It's these aggregation functions that consistently trip people up. The summation case is simple enough because summation is an operation that is computationally equivalent given the running total and the value to be added or removed. But what about operations that are not reversible? Take the computation of a maximum. When adding a new record to a maximum aggregation, we just need to check if the value of the record is larger than the current largest value we've seen (the current maximum).

// A function that can be passed to Array.reduce to return the max
function (a, b) {
  return Math.max(a, b);
}

But if we remove a record with a value equal to the current maximum, we need to know the next smallest value. And if we remove the record with that value we need to know the next smallest, and so on. We have to keep track of all values seen in order to avoid needing to rebuild the entire aggregation from scratch when a record is removed. And yes, this is significantly faster than rebuilding from scratch!

// The equivalent operation in Crossfilter (optimized, with
// error guards). Adapted from Reductio
var bisect = crossfilter.bisect.by(function(d) { return d; }).left;

function reduceAdd(p, v) {
    i = bisect(p.values, v.number, 0, p.values.length);
    p.values.splice(i, 0, v.number);
    p.max = p.values[p.values.length - 1];
    return p;
}

function reduceRemove(p, v) {
    i = bisect(p.values, v.number, 0, p.values.length);
    p.values.splice(i, 1);
    
    // Check for undefined.
    if(p.values.length === 0) {
        p.max = undefined;
        return p;
    }
 
    p.max = p.values[p.values.length - 1];
    return p;
}

function reduceInitial() {
  return { values: [], max: 0 };
}

It's a lot of work to come up with these aggregation functions, make them efficient, and test them thoroughly, and Crossfilter beginners (myself included) consistently struggle with this.

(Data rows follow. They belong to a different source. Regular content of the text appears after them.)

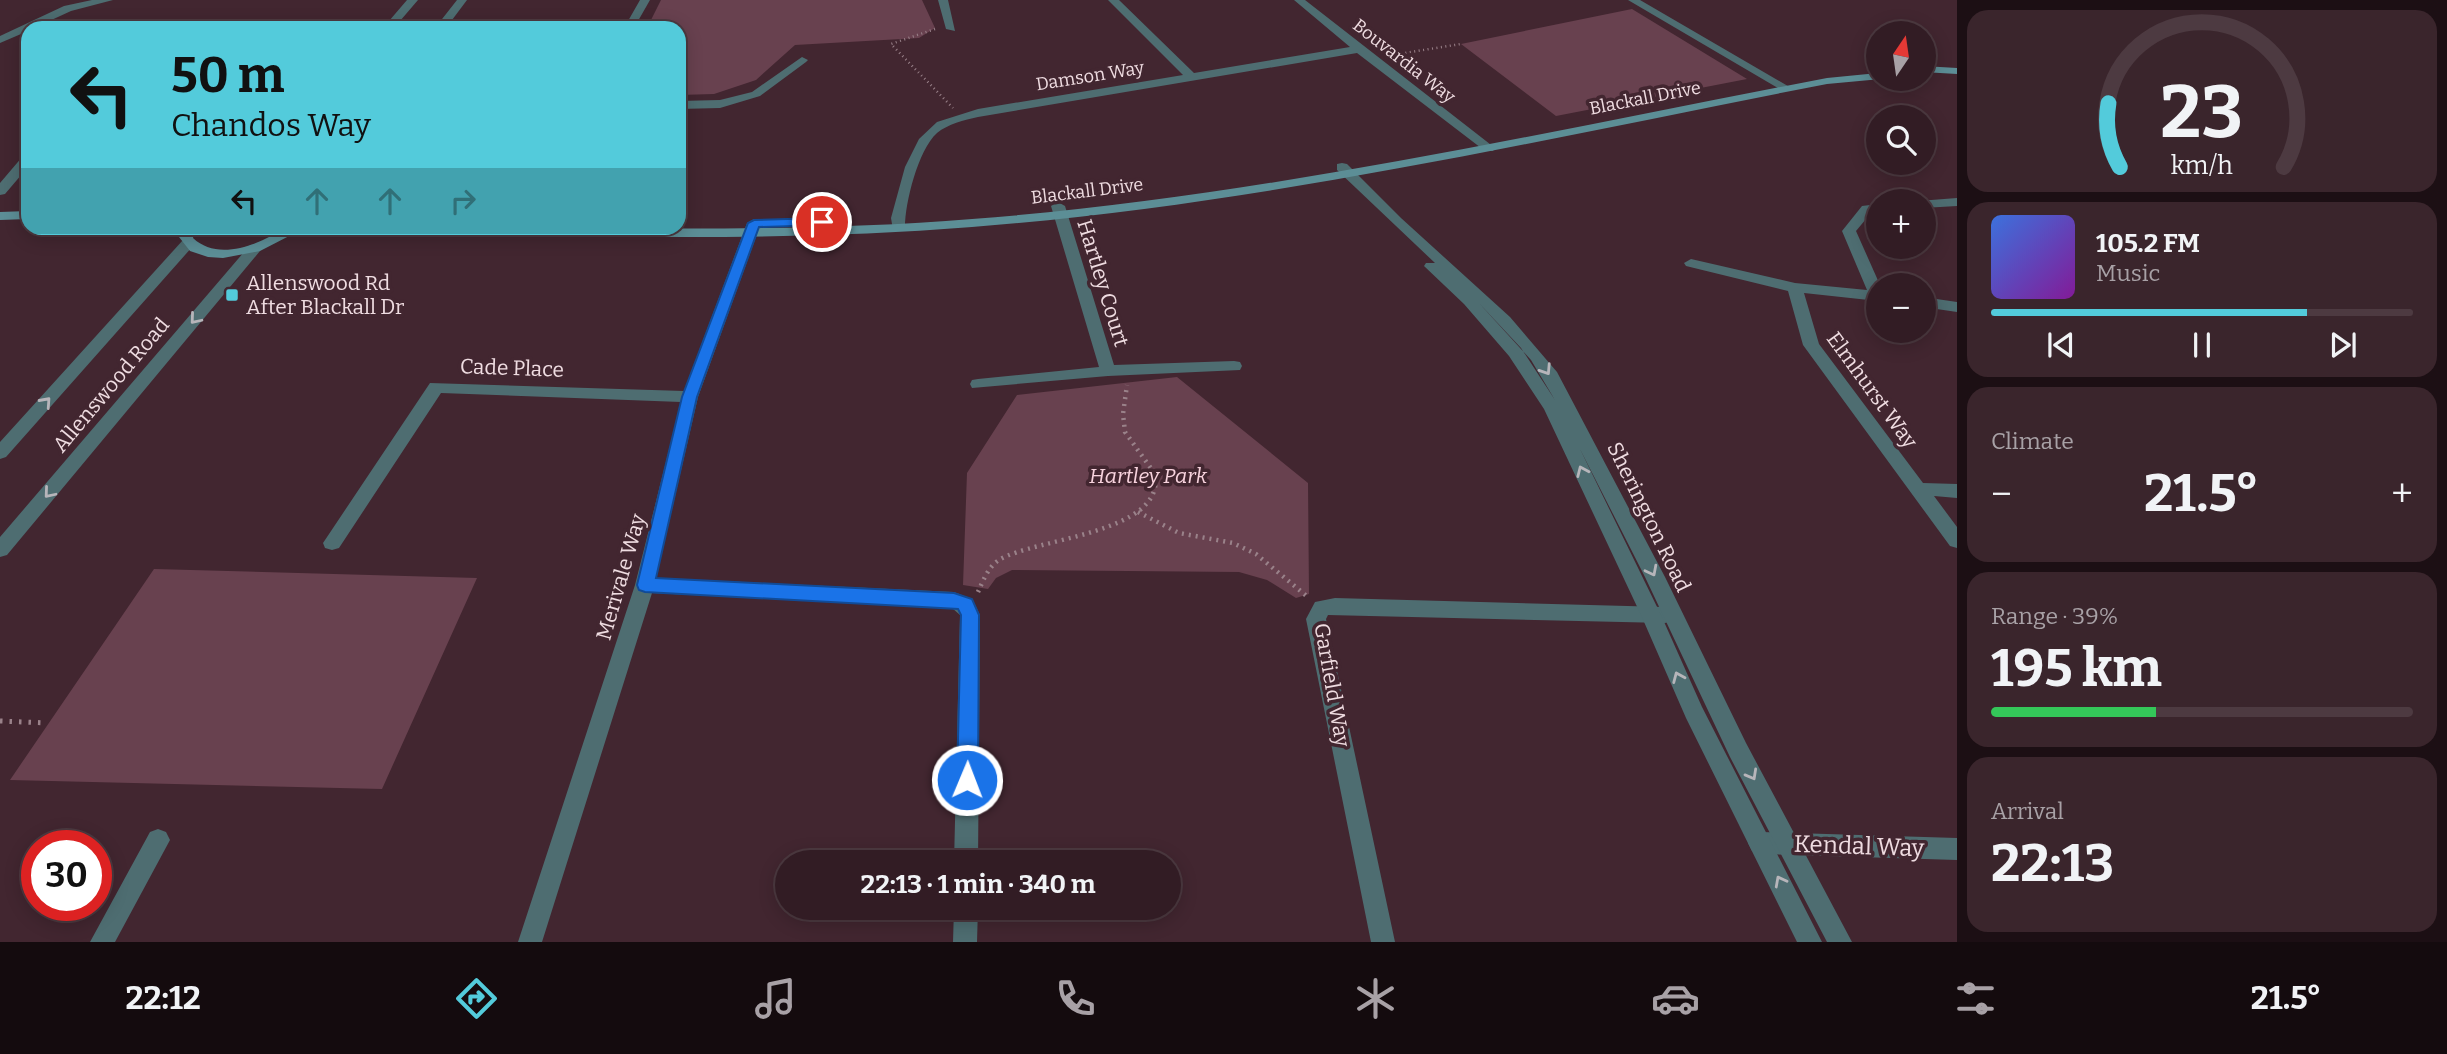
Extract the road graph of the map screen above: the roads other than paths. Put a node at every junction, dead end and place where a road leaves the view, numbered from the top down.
1 (108, 0) edge
2 (413, 0) edge
3 (462, 0) edge
4 (645, 0) edge
5 (943, 0) edge
6 (1113, 0) edge
7 (1299, 0) edge
8 (1633, 0) edge
9 (40, 21) edge
10 (394, 21) edge
11 (446, 21) edge
12 (633, 21) edge
13 (950, 26) road end
14 (21, 30) edge
15 (0, 40) edge
16 (1359, 50) junction
17 (802, 60) dead end
18 (1936, 70) edge
19 (1866, 71) edge
20 (1957, 71) edge
21 (1936, 75) edge
22 (1957, 76) edge
23 (1191, 77) junction
24 (1866, 77) edge
25 (1782, 86) junction
26 (686, 105) edge
27 (1485, 145) junction
28 (21, 167) edge
29 (1338, 171) junction
30 (0, 191) edge
31 (1957, 202) edge
32 (1936, 203) edge
33 (1059, 210) junction
34 (1866, 210) edge
35 (21, 215) edge
36 (0, 216) edge
37 (898, 223) junction
38 (0, 224) edge
39 (21, 224) edge
40 (686, 225) edge
41 (752, 228) junction
42 (686, 229) edge
43 (187, 235) edge
44 (280, 235) edge
45 (255, 248) junction
46 (1691, 263) dead end
47 (1868, 273) edge
48 (1795, 288) junction
49 (1866, 295) edge
50 (1936, 304) edge
51 (1957, 307) edge
52 (1234, 366) dead end
53 (1115, 371) junction
54 (978, 384) dead end
55 (690, 397) junction
56 (0, 453) edge
57 (1919, 489) junction
58 (1957, 491) edge
59 (1957, 541) edge
60 (332, 542) dead end
61 (0, 550) edge
62 (645, 585) junction
63 (1661, 615) junction
64 (158, 840) dead end
65 (1760, 843) junction
66 (1790, 844) junction
67 (1957, 849) edge
68 (966, 850) edge
69 (966, 920) edge
70 (102, 942) edge
71 (530, 942) edge
72 (965, 942) edge
73 (1383, 942) edge
74 (1810, 942) edge
75 (1840, 942) edge

1 - 9 street
2 - 10 street
3 - 11 street
4 - 12 street
5 - 13 street
6 - 23 street
7 - 16 street, Bouvardia Way
8 - 25 street
14 - 15 street
16 - 23 street, Damson Way
16 - 27 street, Bouvardia Way
17 - 26 street
18 - 20 main road
19 - 25 main road, Blackall Drive
21 - 22 main road
23 - 37 street, Damson Way
24 - 25 main road, Blackall Drive
25 - 27 main road, Blackall Drive
27 - 29 main road, Blackall Drive
28 - 30 street
29 - 33 main road, Blackall Drive
29 - 63 street, Sherington Road
31 - 32 street
33 - 37 main road, Blackall Drive
33 - 53 street, Hartley Court
34 - 47 street
35 - 36 main road
37 - 41 main road, Blackall Drive
38 - 39 main road
40 - 41 main road, Blackall Drive
41 - 42 main road, Blackall Drive
41 - 55 street, Merivale Way
43 - 45 main road
56 -> 43 street, Allenswood Road
44 - 45 main road
45 -> 61 street, Allenswood Road
46 - 48 street
48 - 49 street
48 - 57 street, Elmhurst Way
50 - 51 street
52 - 53 street, Hartley Court
53 - 54 street, Hartley Court
55 - 60 street, Cade Place
55 - 62 street, Merivale Way
57 - 58 street
57 - 59 street, Elmhurst Way
62 - 68 street
62 - 71 street, Merivale Way
65 -> 63 street, Sherington Road
63 -> 66 street, Sherington Road
63 - 73 street, Garfield Way
64 - 70 street
65 - 66 street, Kendal Way
74 -> 65 street, Sherington Road
66 - 67 street, Kendal Way
66 - 75 street, Sherington Road
69 - 72 street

Believe it or not, things get even nastier when dealing with thing like pivot- or exception-aggregations, when building aggregations where a record counts in more than one aggregation group (like moving averages, or tags), or when trying to compose multiple aggregations (commonly required for visualizations as simple as a scatter-plot). Reductio supports all of these aggregations and a few more, and I hope it will allow a quicker, smoother start when using Crossfilter.


* This difference in model is to allow very fast interactions with data and aggregations. If you aren't building an application that requires real-time interactions and are thinking about using Crossfilter simply to do one-time calculations or aggregations on your data, think again about using Crossfilter as it is probably not the right tool for the job.